- Opening Delimiter -

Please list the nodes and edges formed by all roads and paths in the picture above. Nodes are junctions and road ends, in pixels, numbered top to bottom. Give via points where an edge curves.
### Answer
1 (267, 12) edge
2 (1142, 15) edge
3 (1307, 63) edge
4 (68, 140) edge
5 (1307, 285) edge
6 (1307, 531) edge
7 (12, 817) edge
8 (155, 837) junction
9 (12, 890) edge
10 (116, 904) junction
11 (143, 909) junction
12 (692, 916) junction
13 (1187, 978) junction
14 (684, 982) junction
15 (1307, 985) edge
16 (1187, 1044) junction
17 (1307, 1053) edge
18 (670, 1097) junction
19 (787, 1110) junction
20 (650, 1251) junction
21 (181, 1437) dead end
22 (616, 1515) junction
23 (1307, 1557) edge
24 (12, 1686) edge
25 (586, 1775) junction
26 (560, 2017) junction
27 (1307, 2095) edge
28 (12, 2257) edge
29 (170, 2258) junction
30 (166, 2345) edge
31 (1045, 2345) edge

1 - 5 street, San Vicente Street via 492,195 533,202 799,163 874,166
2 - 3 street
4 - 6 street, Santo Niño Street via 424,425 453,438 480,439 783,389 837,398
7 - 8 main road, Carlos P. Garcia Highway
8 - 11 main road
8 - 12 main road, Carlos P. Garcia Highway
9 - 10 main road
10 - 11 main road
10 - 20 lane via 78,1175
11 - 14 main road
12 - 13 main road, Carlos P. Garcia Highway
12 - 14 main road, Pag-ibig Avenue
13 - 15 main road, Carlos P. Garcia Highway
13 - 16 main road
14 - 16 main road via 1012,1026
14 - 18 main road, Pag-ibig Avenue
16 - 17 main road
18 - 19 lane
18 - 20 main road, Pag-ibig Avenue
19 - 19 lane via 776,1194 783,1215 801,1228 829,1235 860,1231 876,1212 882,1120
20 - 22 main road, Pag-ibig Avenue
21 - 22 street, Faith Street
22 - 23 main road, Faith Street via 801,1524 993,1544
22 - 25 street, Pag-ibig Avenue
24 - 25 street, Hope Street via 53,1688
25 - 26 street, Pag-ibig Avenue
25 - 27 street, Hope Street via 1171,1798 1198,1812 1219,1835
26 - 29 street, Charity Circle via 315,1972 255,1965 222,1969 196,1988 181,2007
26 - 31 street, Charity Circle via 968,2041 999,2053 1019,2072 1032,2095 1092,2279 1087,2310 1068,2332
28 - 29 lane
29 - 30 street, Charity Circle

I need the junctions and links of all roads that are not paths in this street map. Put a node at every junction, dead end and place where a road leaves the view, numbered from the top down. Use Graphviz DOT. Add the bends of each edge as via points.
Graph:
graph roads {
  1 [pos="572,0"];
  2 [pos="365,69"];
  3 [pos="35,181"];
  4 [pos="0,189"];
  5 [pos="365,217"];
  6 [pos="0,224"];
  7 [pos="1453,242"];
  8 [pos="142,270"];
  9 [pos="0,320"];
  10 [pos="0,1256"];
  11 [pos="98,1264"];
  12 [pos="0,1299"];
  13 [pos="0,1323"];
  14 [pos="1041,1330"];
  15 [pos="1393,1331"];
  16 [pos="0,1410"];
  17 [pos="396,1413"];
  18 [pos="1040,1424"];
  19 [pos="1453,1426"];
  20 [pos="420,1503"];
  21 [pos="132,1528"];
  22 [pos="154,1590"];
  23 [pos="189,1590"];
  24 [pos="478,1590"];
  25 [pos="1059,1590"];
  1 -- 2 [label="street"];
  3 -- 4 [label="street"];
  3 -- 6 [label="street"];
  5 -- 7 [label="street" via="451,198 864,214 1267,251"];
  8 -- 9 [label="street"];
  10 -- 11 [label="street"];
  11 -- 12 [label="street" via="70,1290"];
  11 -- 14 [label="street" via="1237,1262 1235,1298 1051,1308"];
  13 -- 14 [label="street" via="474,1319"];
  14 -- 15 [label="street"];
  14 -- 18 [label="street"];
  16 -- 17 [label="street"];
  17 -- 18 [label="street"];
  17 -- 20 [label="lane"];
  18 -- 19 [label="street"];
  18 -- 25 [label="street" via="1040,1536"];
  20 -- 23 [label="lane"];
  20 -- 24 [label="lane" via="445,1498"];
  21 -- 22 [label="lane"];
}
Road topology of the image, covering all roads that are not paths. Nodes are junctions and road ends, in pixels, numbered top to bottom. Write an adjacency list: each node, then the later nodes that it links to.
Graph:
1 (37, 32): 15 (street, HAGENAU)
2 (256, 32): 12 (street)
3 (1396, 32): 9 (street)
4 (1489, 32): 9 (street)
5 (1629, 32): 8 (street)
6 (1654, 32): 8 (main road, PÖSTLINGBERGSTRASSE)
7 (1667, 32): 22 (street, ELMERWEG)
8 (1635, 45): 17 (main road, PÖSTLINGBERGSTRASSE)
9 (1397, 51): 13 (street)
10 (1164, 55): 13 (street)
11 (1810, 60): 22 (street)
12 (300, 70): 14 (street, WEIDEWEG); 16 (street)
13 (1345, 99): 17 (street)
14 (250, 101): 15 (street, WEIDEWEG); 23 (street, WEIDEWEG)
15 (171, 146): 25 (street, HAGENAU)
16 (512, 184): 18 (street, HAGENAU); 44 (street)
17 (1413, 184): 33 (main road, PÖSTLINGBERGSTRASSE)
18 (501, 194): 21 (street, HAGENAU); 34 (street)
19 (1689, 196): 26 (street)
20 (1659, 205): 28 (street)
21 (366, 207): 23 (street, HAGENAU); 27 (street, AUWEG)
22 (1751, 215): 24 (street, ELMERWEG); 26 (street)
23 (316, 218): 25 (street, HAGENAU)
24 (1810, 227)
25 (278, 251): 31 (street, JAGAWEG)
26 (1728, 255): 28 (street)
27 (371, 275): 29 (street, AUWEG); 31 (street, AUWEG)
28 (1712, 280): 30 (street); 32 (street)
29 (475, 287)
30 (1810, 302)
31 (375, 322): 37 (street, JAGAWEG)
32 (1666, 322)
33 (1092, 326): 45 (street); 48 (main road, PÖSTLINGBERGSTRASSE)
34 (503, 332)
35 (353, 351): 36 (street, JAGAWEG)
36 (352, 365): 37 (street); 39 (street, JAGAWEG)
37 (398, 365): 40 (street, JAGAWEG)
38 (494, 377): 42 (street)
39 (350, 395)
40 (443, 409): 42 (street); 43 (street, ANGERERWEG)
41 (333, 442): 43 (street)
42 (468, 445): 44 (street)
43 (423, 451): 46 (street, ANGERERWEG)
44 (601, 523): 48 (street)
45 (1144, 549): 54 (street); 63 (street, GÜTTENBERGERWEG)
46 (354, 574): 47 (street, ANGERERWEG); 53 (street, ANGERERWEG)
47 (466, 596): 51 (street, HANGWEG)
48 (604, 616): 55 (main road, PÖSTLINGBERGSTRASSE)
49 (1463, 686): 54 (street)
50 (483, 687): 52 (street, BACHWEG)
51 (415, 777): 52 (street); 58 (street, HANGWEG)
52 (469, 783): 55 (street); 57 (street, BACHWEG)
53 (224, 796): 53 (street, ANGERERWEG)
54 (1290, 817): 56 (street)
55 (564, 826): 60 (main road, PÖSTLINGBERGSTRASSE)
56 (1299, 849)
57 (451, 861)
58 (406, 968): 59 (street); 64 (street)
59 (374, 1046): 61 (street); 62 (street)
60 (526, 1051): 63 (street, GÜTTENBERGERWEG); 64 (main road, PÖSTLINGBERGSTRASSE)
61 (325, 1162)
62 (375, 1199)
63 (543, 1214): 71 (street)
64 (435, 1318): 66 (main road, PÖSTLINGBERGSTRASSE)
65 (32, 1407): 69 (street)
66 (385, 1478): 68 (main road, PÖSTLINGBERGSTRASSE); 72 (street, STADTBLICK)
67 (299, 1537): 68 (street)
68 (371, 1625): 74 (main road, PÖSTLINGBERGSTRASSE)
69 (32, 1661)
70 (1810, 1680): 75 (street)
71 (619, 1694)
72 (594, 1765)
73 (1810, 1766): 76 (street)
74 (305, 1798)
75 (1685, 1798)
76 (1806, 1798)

- Closing Delimiter -

Description of the task: In the lines above, find the word "Garcia" and copy each line that contains it.

Written solution:
7 - 8 main road, Carlos P. Garcia Highway
8 - 12 main road, Carlos P. Garcia Highway
12 - 13 main road, Carlos P. Garcia Highway
13 - 15 main road, Carlos P. Garcia Highway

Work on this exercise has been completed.